Sa maison était à quelques kilomètres de la bibliothèque du royaume. Tous les matins, sa mère partait avec Ruby, sa jument, pour aller travailler. Ruby... La jeune fille débrouillarde de seize ans qu'était Kaynaline avait eu tellement mal quand elle avait été forcée de la vendre. Cette vente était d'ailleurs la dernière rentrée d'argent qu'elle avait eue. Qu'allait-elle faire une fois les trois écus qu'il lui restait dépensés ? Il fallait qu'elle trouve un travail, et vite. Elle avait pensé à se proposer à la bibliothèque, pour remplacer sa mère. Mais si sa mère avait été tuée, c'était justement à cause d'une histoire en rapport avec son travail, et Kaynaline avait la rage de vivre, malgré tout. Cette option fut donc rapidement écartée. Le fait que la petite chaumière où vivait la jeune fille se trouvait en autarcie dans le Désert Central, à deux kilomètres du village le plus proche, constituait aussi un énorme problème, surtout sans Ruby. En effet, cela obligeait la jeune fille à escalader un grand nombre de dunes de sables, ce qui donnait l'impression d'un désert sans fin et était plutôt démoralisant.

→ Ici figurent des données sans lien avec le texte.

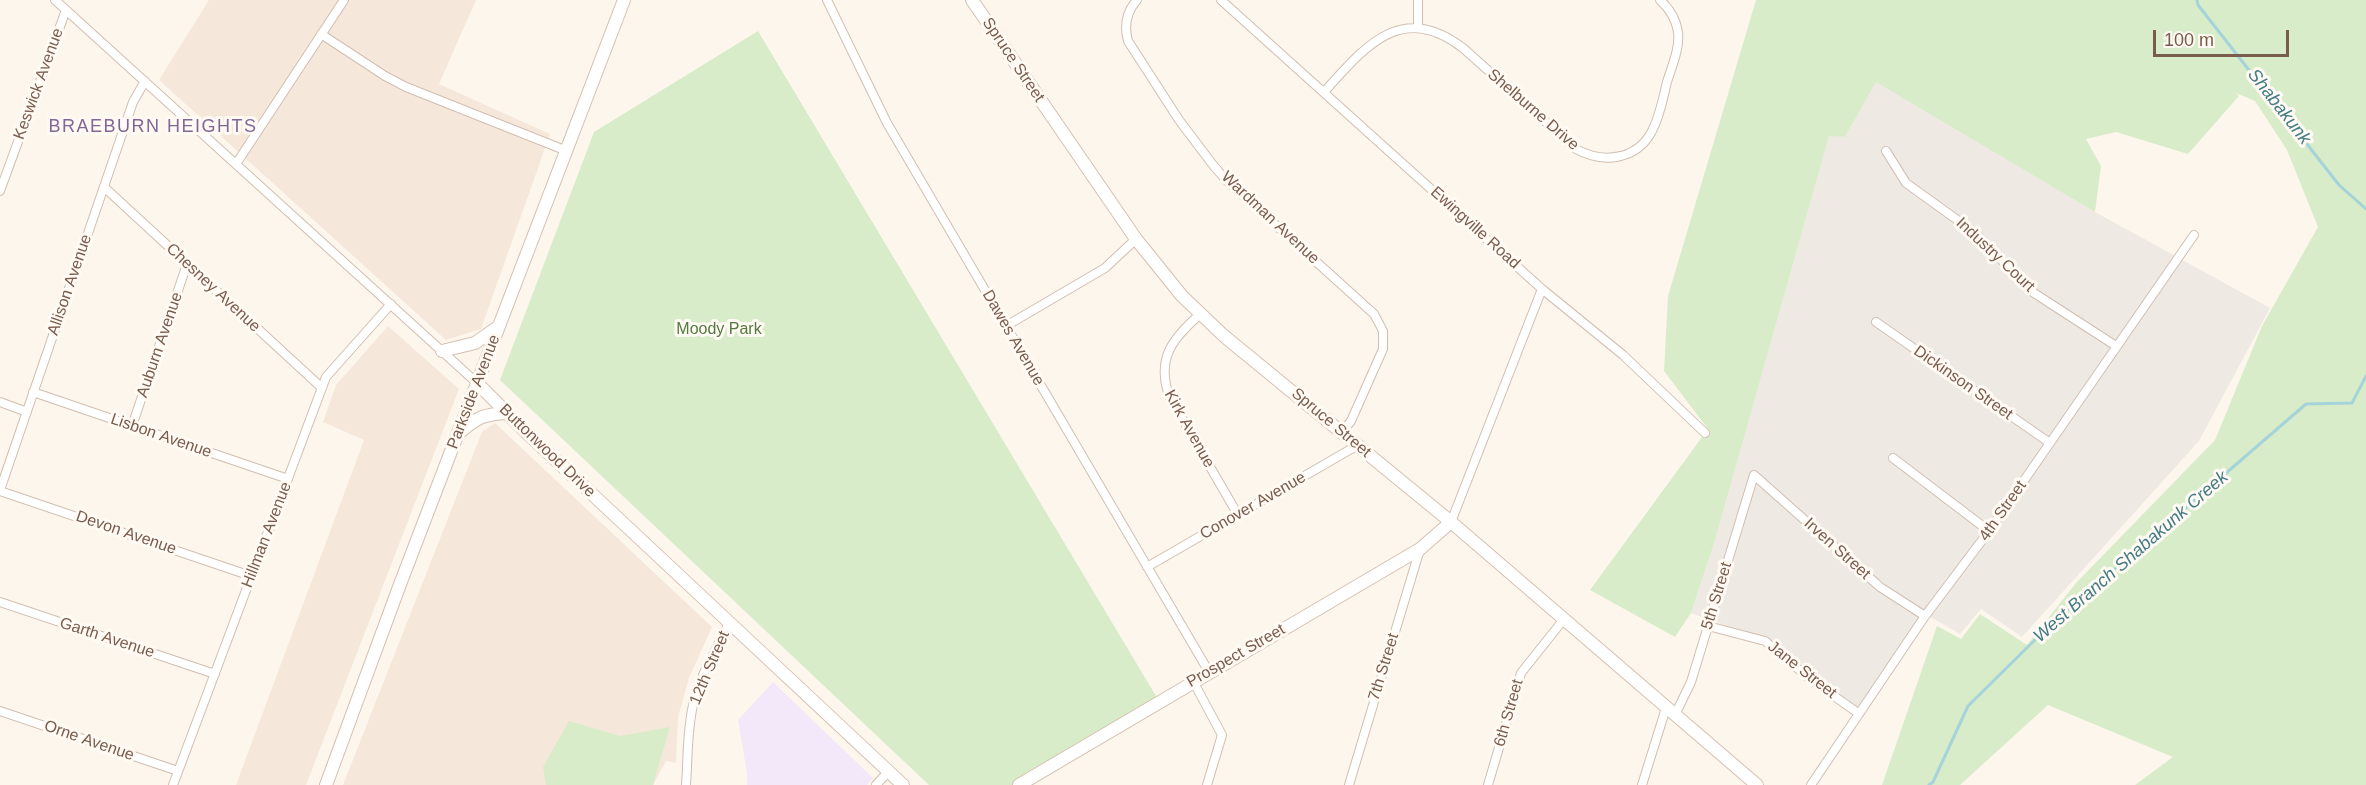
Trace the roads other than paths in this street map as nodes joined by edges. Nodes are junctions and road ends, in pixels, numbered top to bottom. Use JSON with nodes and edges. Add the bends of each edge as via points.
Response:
{"nodes":[{"id":1,"x":55,"y":0,"type":"edge"},
{"id":2,"x":624,"y":0,"type":"edge"},
{"id":3,"x":827,"y":0,"type":"edge"},
{"id":4,"x":972,"y":0,"type":"edge"},
{"id":5,"x":1137,"y":0,"type":"edge"},
{"id":6,"x":1221,"y":0,"type":"edge"},
{"id":7,"x":1418,"y":0,"type":"edge"},
{"id":8,"x":1660,"y":0,"type":"edge"},
{"id":9,"x":340,"y":1,"type":"edge"},
{"id":10,"x":66,"y":10,"type":"junction"},
{"id":11,"x":1418,"y":28,"type":"junction"},
{"id":12,"x":321,"y":34,"type":"junction"},
{"id":13,"x":145,"y":81,"type":"junction"},
{"id":14,"x":1324,"y":92,"type":"junction"},
{"id":15,"x":567,"y":151,"type":"junction"},
{"id":16,"x":1886,"y":151,"type":"dead end"},
{"id":17,"x":236,"y":164,"type":"junction"},
{"id":18,"x":104,"y":187,"type":"junction"},
{"id":19,"x":0,"y":191,"type":"edge"},
{"id":20,"x":2194,"y":235,"type":"dead end"},
{"id":21,"x":1136,"y":239,"type":"junction"},
{"id":22,"x":187,"y":264,"type":"junction"},
{"id":23,"x":1542,"y":289,"type":"junction"},
{"id":24,"x":391,"y":304,"type":"junction"},
{"id":25,"x":1200,"y":314,"type":"junction"},
{"id":26,"x":1876,"y":322,"type":"dead end"},
{"id":27,"x":1006,"y":326,"type":"junction"},
{"id":28,"x":498,"y":327,"type":"junction"},
{"id":29,"x":2116,"y":346,"type":"junction"},
{"id":30,"x":442,"y":351,"type":"junction"},
{"id":31,"x":477,"y":383,"type":"junction"},
{"id":32,"x":322,"y":388,"type":"junction"},
{"id":33,"x":33,"y":392,"type":"junction"},
{"id":34,"x":0,"y":402,"type":"edge"},
{"id":35,"x":27,"y":412,"type":"junction"},
{"id":36,"x":507,"y":413,"type":"junction"},
{"id":37,"x":132,"y":426,"type":"junction"},
{"id":38,"x":1341,"y":432,"type":"junction"},
{"id":39,"x":1706,"y":433,"type":"dead end"},
{"id":40,"x":457,"y":434,"type":"junction"},
{"id":41,"x":2050,"y":443,"type":"junction"},
{"id":42,"x":1358,"y":445,"type":"junction"},
{"id":43,"x":1893,"y":458,"type":"dead end"},
{"id":44,"x":1754,"y":475,"type":"joint"},
{"id":45,"x":288,"y":479,"type":"junction"},
{"id":46,"x":0,"y":490,"type":"edge"},
{"id":47,"x":1238,"y":514,"type":"junction"},
{"id":48,"x":1451,"y":522,"type":"junction"},
{"id":49,"x":1989,"y":531,"type":"junction"},
{"id":50,"x":1420,"y":549,"type":"junction"},
{"id":51,"x":1147,"y":567,"type":"junction"},
{"id":52,"x":251,"y":576,"type":"junction"},
{"id":53,"x":0,"y":602,"type":"edge"},
{"id":54,"x":1925,"y":616,"type":"junction"},
{"id":55,"x":1564,"y":620,"type":"junction"},
{"id":56,"x":729,"y":623,"type":"junction"},
{"id":57,"x":1708,"y":626,"type":"junction"},
{"id":58,"x":1209,"y":672,"type":"junction"},
{"id":59,"x":215,"y":674,"type":"junction"},
{"id":60,"x":1193,"y":681,"type":"junction"},
{"id":61,"x":0,"y":711,"type":"edge"},
{"id":62,"x":1671,"y":712,"type":"junction"},
{"id":63,"x":1858,"y":713,"type":"junction"},
{"id":64,"x":178,"y":771,"type":"junction"},
{"id":65,"x":888,"y":772,"type":"junction"},
{"id":66,"x":173,"y":785,"type":"edge"},
{"id":67,"x":326,"y":785,"type":"edge"},
{"id":68,"x":686,"y":785,"type":"edge"},
{"id":69,"x":876,"y":785,"type":"edge"},
{"id":70,"x":903,"y":785,"type":"edge"},
{"id":71,"x":1019,"y":785,"type":"edge"},
{"id":72,"x":1207,"y":785,"type":"edge"},
{"id":73,"x":1349,"y":785,"type":"edge"},
{"id":74,"x":1488,"y":785,"type":"edge"},
{"id":75,"x":1642,"y":785,"type":"edge"},
{"id":76,"x":1757,"y":785,"type":"edge"},
{"id":77,"x":1811,"y":785,"type":"edge"}],
"edges":[{"from":1,"to":10,"type":"street","name":"Buttonwood Drive"},
{"from":2,"to":15,"type":"street","name":"Parkside Avenue"},
{"from":3,"to":27,"type":"street","name":"Dawes Avenue","via":[[887,123]]},
{"from":4,"to":21,"type":"street","name":"Spruce Street"},
{"from":5,"to":38,"type":"street","name":"Wardman Avenue","via":[[1126,22],[1128,41],[1200,149],[1227,181],[1379,322],[1383,349],[1351,421]]},
{"from":6,"to":14,"type":"street","name":"Ewingville Road"},
{"from":7,"to":11,"type":"street"},
{"from":8,"to":11,"type":"street","name":"Shelburne Drive","via":[[1672,14],[1678,34],[1656,123],[1637,149],[1607,159],[1576,149],[1452,39]]},
{"from":9,"to":12,"type":"street"},
{"from":10,"to":13,"type":"street","name":"Buttonwood Drive"},
{"from":10,"to":19,"type":"street","name":"Keswick Avenue"},
{"from":11,"to":14,"type":"street","name":"Shelburne Drive","via":[[1398,30],[1376,39]]},
{"from":12,"to":15,"type":"street","via":[[406,87]]},
{"from":12,"to":17,"type":"street"},
{"from":13,"to":17,"type":"street","name":"Buttonwood Drive"},
{"from":13,"to":18,"type":"street","name":"Allison Avenue","via":[[133,102]]},
{"from":14,"to":23,"type":"street","name":"Ewingville Road"},
{"from":15,"to":28,"type":"street","name":"Parkside Avenue"},
{"from":16,"to":29,"type":"street","name":"Industry Court","via":[[1906,183],[1974,232],[2034,293]]},
{"from":17,"to":24,"type":"street","name":"Buttonwood Drive"},
{"from":18,"to":22,"type":"street","name":"Chesney Avenue"},
{"from":18,"to":33,"type":"street","name":"Allison Avenue"},
{"from":20,"to":29,"type":"street","name":"4th Street"},
{"from":21,"to":25,"type":"street","name":"Spruce Street"},
{"from":21,"to":27,"type":"street","via":[[1105,268]]},
{"from":22,"to":32,"type":"street","name":"Chesney Avenue"},
{"from":22,"to":37,"type":"street","name":"Auburn Avenue"},
{"from":23,"to":39,"type":"street","via":[[1623,355]]},
{"from":23,"to":48,"type":"street"},
{"from":24,"to":30,"type":"street","name":"Buttonwood Drive"},
{"from":24,"to":32,"type":"street","name":"Hillman Avenue","via":[[326,377]]},
{"from":25,"to":38,"type":"street","name":"Spruce Street"},
{"from":25,"to":47,"type":"street","name":"Kirk Avenue","via":[[1182,330],[1168,351],[1165,385]]},
{"from":26,"to":41,"type":"street","name":"Dickinson Street"},
{"from":27,"to":51,"type":"street","name":"Dawes Avenue"},
{"from":28,"to":30,"type":"street","via":[[475,343]]},
{"from":28,"to":31,"type":"street","name":"Parkside Avenue"},
{"from":29,"to":41,"type":"street","name":"4th Street"},
{"from":30,"to":31,"type":"street","name":"Buttonwood Drive"},
{"from":31,"to":36,"type":"street","name":"Buttonwood Drive"},
{"from":31,"to":40,"type":"street","name":"Parkside Avenue"},
{"from":32,"to":45,"type":"street","name":"Hillman Avenue"},
{"from":33,"to":35,"type":"street","name":"Allison Avenue"},
{"from":33,"to":37,"type":"street","name":"Lisbon Avenue"},
{"from":34,"to":35,"type":"street"},
{"from":35,"to":46,"type":"street","name":"Allison Avenue"},
{"from":36,"to":40,"type":"street","via":[[484,415]]},
{"from":36,"to":56,"type":"street","name":"Buttonwood Drive"},
{"from":37,"to":45,"type":"street","name":"Lisbon Avenue"},
{"from":38,"to":42,"type":"street","name":"Spruce Street"},
{"from":40,"to":67,"type":"street","name":"Parkside Avenue"},
{"from":41,"to":49,"type":"street","name":"4th Street"},
{"from":42,"to":47,"type":"street","name":"Conover Avenue"},
{"from":42,"to":48,"type":"street","name":"Spruce Street"},
{"from":43,"to":49,"type":"street"},
{"from":44,"to":54,"type":"street","name":"Irven Street","via":[[1880,587]]},
{"from":44,"to":57,"type":"street","name":"5th Street"},
{"from":45,"to":52,"type":"street","name":"Hillman Avenue"},
{"from":46,"to":52,"type":"street","name":"Devon Avenue"},
{"from":47,"to":51,"type":"street","name":"Conover Avenue"},
{"from":48,"to":50,"type":"street","name":"Prospect Street"},
{"from":48,"to":55,"type":"street","name":"Spruce Street"},
{"from":49,"to":54,"type":"street","name":"4th Street"},
{"from":50,"to":58,"type":"street","name":"Prospect Street"},
{"from":50,"to":73,"type":"street","name":"7th Street"},
{"from":51,"to":58,"type":"street","name":"Dawes Avenue"},
{"from":52,"to":59,"type":"street","name":"Hillman Avenue"},
{"from":53,"to":59,"type":"street","name":"Garth Avenue"},
{"from":54,"to":63,"type":"street","name":"4th Street"},
{"from":55,"to":62,"type":"street","name":"Spruce Street"},
{"from":55,"to":74,"type":"street","name":"6th Street","via":[[1521,673]]},
{"from":56,"to":65,"type":"street","name":"Buttonwood Drive"},
{"from":56,"to":68,"type":"street","name":"12th Street","via":[[693,703]]},
{"from":57,"to":62,"type":"street","name":"5th Street","via":[[1691,682]]},
{"from":57,"to":63,"type":"street","name":"Jane Street","via":[[1765,641]]},
{"from":58,"to":60,"type":"street","name":"Prospect Street"},
{"from":59,"to":64,"type":"street","name":"Hillman Avenue"},
{"from":60,"to":71,"type":"street","name":"Prospect Street"},
{"from":60,"to":72,"type":"street","via":[[1222,735]]},
{"from":61,"to":64,"type":"street","name":"Orne Avenue"},
{"from":62,"to":75,"type":"street","name":"5th Street"},
{"from":62,"to":76,"type":"street","name":"Spruce Street"},
{"from":63,"to":77,"type":"street","name":"4th Street"},
{"from":64,"to":66,"type":"street","name":"Hillman Avenue"},
{"from":65,"to":69,"type":"street"},
{"from":65,"to":70,"type":"street","name":"Buttonwood Drive"}]}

C'était avec très peu de conviction que Kaynaline se rendit à ce village, Turdi, pour y acheter à manger. Le pays était asséché depuis plusieurs siècles, de telle sorte que la seule nourriture provenait des récoltes des Montagnards, un peuple vivant dans la montagne. C'était d'ailleurs le seul endroit où la terre était encore fertile, et les paysans étaient de ce fait exploités par l'entièreté du royaume. Le prix des aliments était donc extrêmement élevé, et peu étaient ceux qui mangeaient à leur faim dans la contrée.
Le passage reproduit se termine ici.